**Data records**

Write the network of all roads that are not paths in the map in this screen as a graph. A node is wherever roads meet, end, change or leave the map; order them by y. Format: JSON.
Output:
* * *
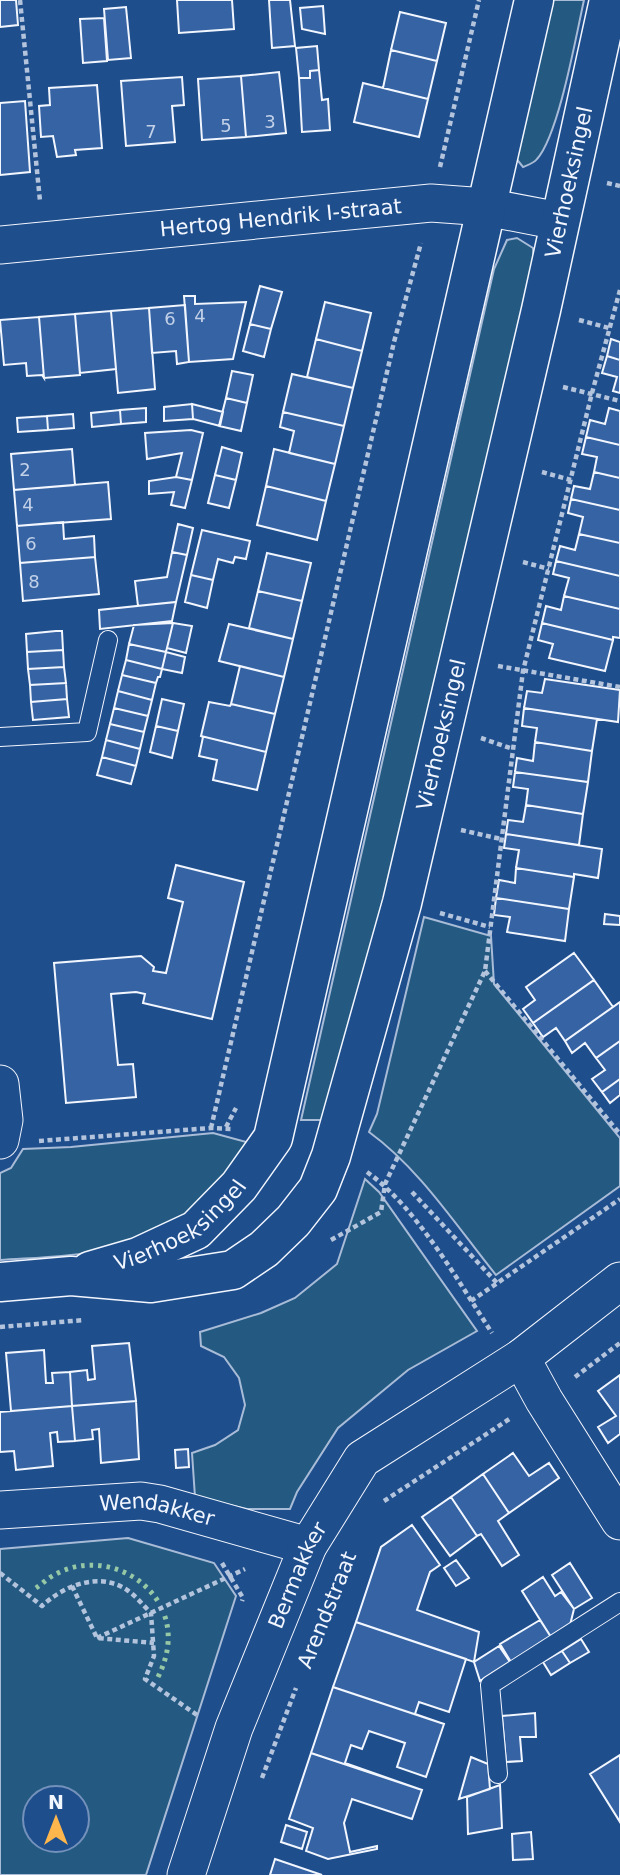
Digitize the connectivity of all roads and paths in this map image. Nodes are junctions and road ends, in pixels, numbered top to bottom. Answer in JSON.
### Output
...
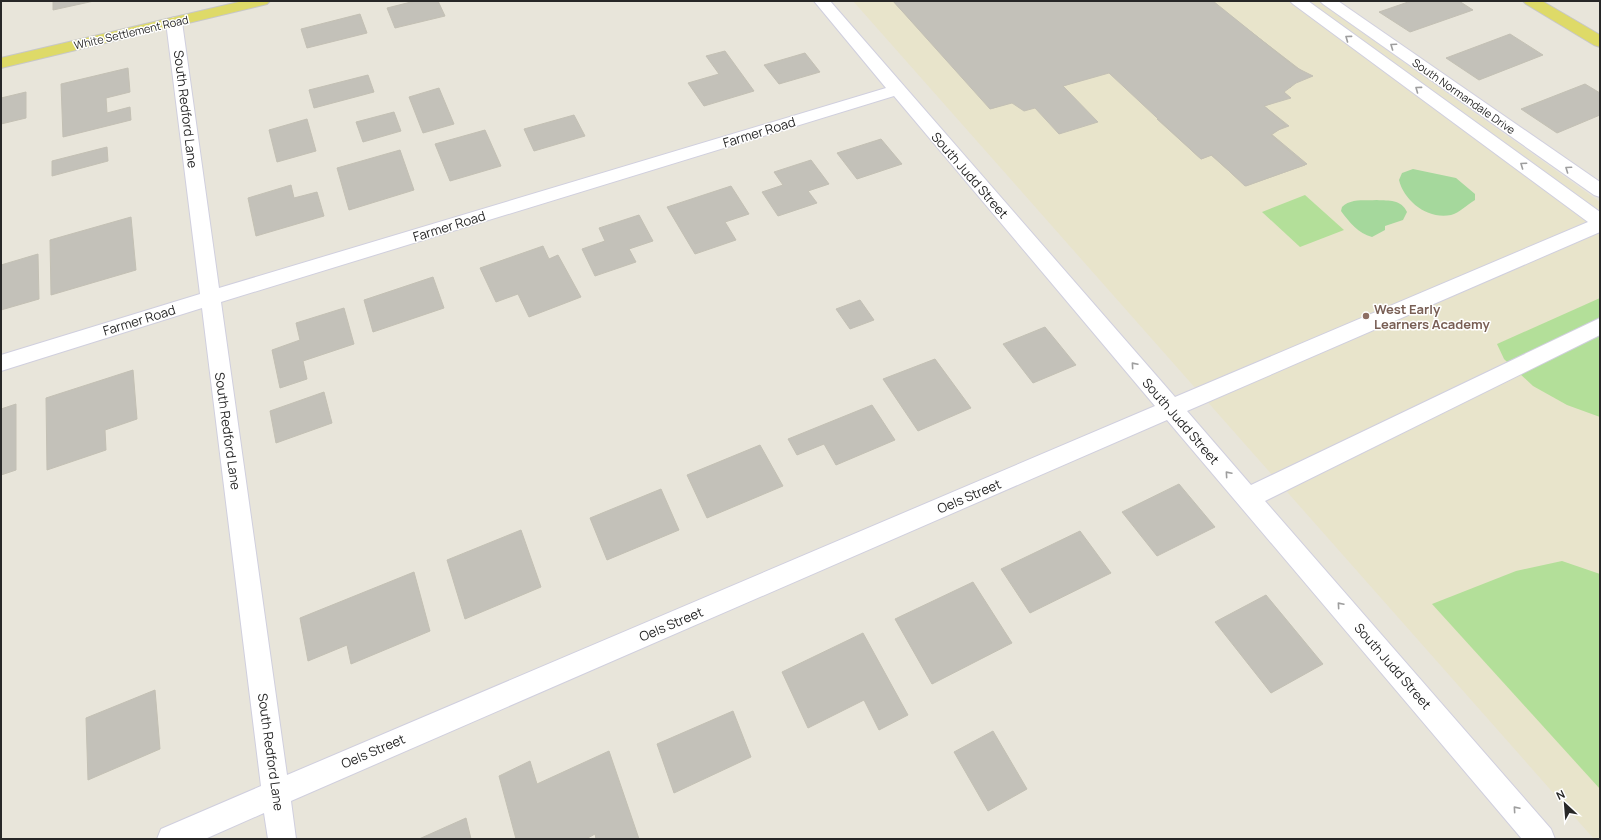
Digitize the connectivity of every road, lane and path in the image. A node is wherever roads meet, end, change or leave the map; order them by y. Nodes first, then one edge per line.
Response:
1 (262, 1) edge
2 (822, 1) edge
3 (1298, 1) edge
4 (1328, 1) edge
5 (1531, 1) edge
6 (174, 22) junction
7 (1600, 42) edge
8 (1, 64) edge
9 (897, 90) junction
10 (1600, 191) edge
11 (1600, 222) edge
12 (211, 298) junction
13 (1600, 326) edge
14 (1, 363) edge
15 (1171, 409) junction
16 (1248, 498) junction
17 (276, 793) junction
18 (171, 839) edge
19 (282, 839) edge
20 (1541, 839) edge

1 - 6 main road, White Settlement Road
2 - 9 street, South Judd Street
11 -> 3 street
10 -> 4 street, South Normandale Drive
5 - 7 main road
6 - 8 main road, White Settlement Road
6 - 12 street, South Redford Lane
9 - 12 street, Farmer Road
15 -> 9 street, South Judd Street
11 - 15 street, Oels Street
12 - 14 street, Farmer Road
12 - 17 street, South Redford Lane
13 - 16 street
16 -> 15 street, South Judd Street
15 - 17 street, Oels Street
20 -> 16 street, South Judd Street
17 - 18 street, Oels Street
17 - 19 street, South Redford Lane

**Task goal**
Wherever the string "this" appears in the records above, copy the line it sits in.

**Answer area**
Write the network of all roads that are not paths in the map in this screen as a graph. A node is wherever roads meet, end, change or leave the map; order them by y. Format: JSON.
Digitize the connectivity of all roads and paths in this map image. Nodes are junctions and road ends, in pixels, numbered top to bottom. Answer in JSON.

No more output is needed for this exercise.